Our Experience Training Surgeons in Communication Skills
Having decided that surgeons and physicians alike would benefit from communication skills training, we faced the challenge of getting surgical buy-in. As in most hospitals, our surgeons are busy. The request of a full-day commitment to work on the development of more effective ways to communicate with patients risked provoking enormous backlash. The leadership of the communication skills training team used several key strategies to anticipate and reduce resistance: all the facilitators had a substantial active clinical practice, the message to participants focused on improving the experience of both clinicians and patients, physicians were placed in physician-only groups to increase a sense of safety, and they recruited senior surgeons as facilitators. These surgeons’ humility and willingness to open themselves to the process sent ripples throughout the organization.
At a very basic level, when the course was being facilitated by a prominent urological surgeon, colorectal surgeon, thoracic surgeon, or neurosurgeon, it became more difficult for participants to argue that they didn’t have time to participate or that the subject matter was irrelevant for surgeons.
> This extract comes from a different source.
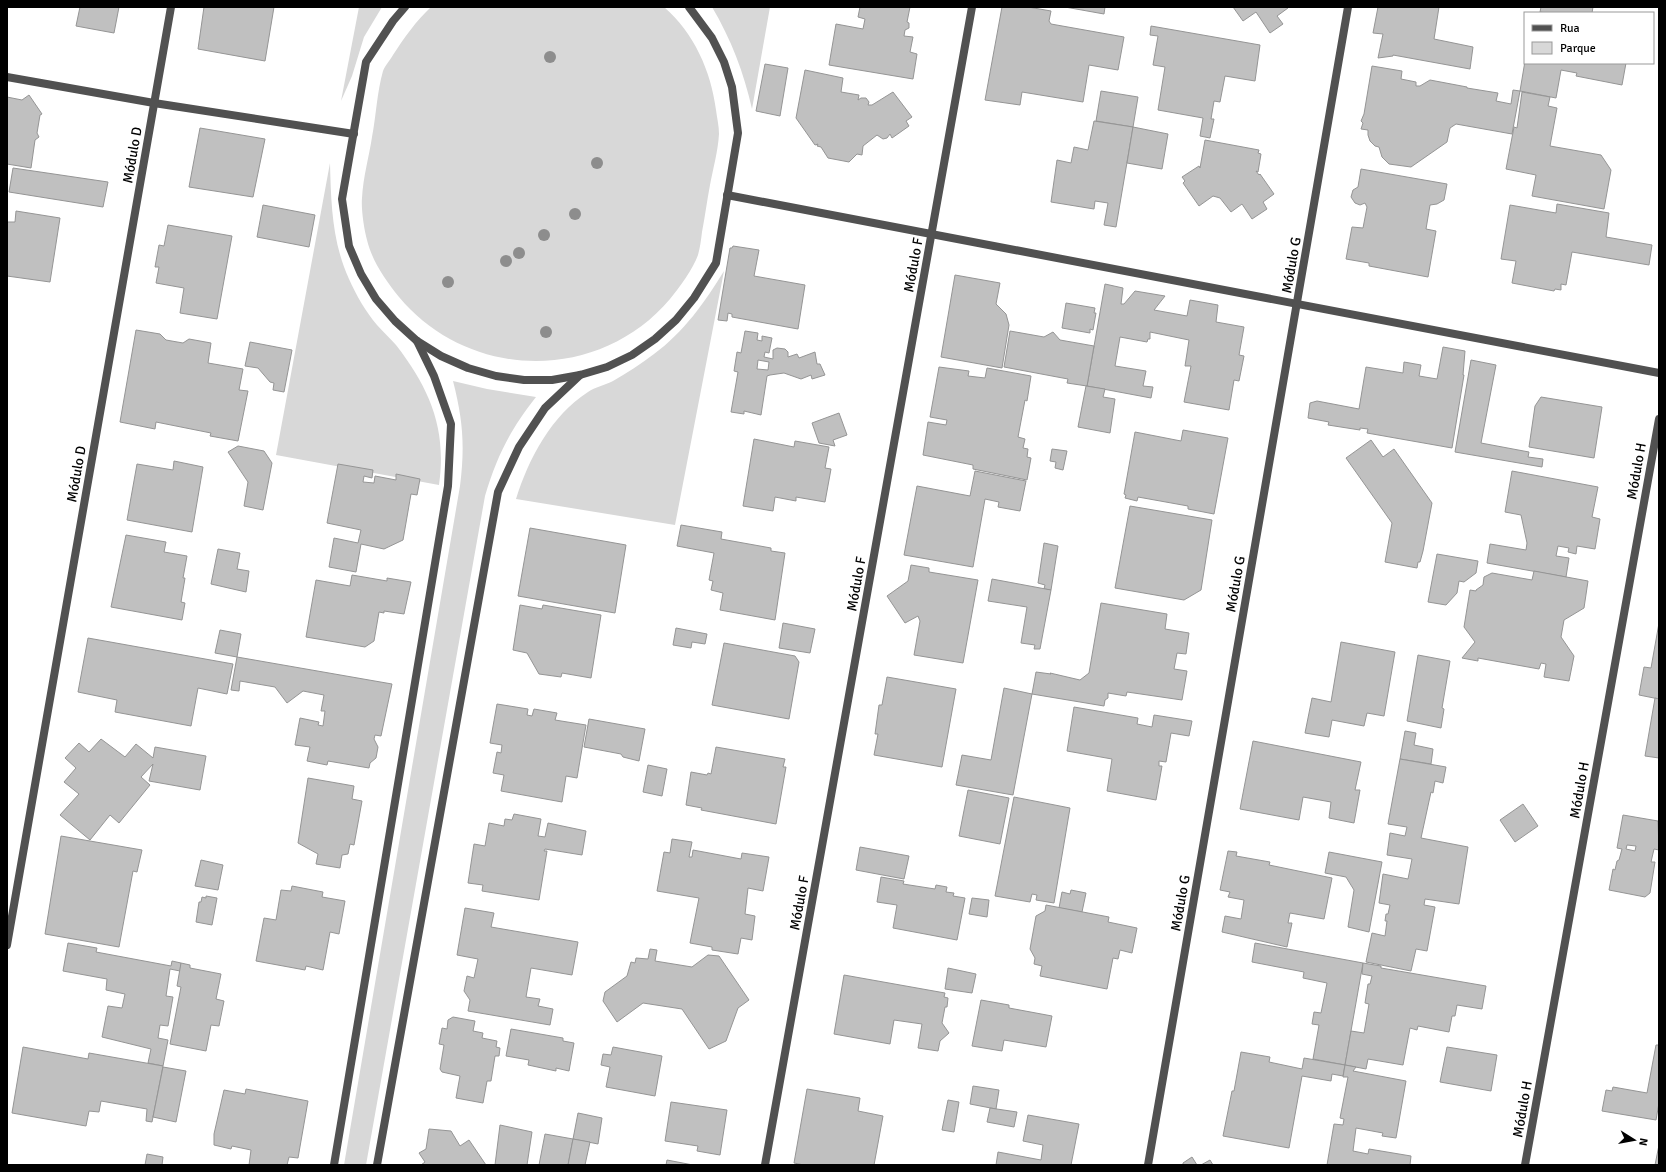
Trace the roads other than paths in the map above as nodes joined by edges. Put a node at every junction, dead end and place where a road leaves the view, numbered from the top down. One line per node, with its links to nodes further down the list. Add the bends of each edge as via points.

The fact that the CEO of our organization, a retired cardiac surgeon, had taken our course similarly supported our message that communication training was important and worthy of the time spent for all clinicians.
When we say we have surgeon facilitators, people look at us as though we stole the moon. Their disbelief seems rooted in the perception that surgeons are difficult to work with in the area of communication skills training. However, we found the perception of surgeons as uncaring technicians disinterested in empathy to be largely folklore. Surgeons were receptive and open to changing and improving their communication behaviors. They appreciated and embraced the importance of self-improvement. If more effective patient communication skills existed, surgeons appeared eager to learn and adapt them, just as they would want to master a new or improved surgical technique. One of the surgeons said, “I’ve been waiting my whole life for someone to tell me what I should say in this moment.” This reinforced to us that healthcare is rich with difficult communication challenges, and clinicians do not always know what to say; they need the actual words and phrases. In addition, whereas internists and subspecialists in medicine who participated in our course enjoyed d
ebating the relative merits of a variety of approaches, our surgical colleagues tended to appreciate and accept the fact that the facilitators had spent more time than they had thinking about communication with patients. The surgeons more readily focused on developing an understanding of and mastering the skills presented.
While surgical culture and training have not emphasized communication skills historically, our experience has been that surgeons are no less willing to work on these skills than other physicians if they are approached in a thoughtful and well-considered manner that takes into account their environment, culture, and experience.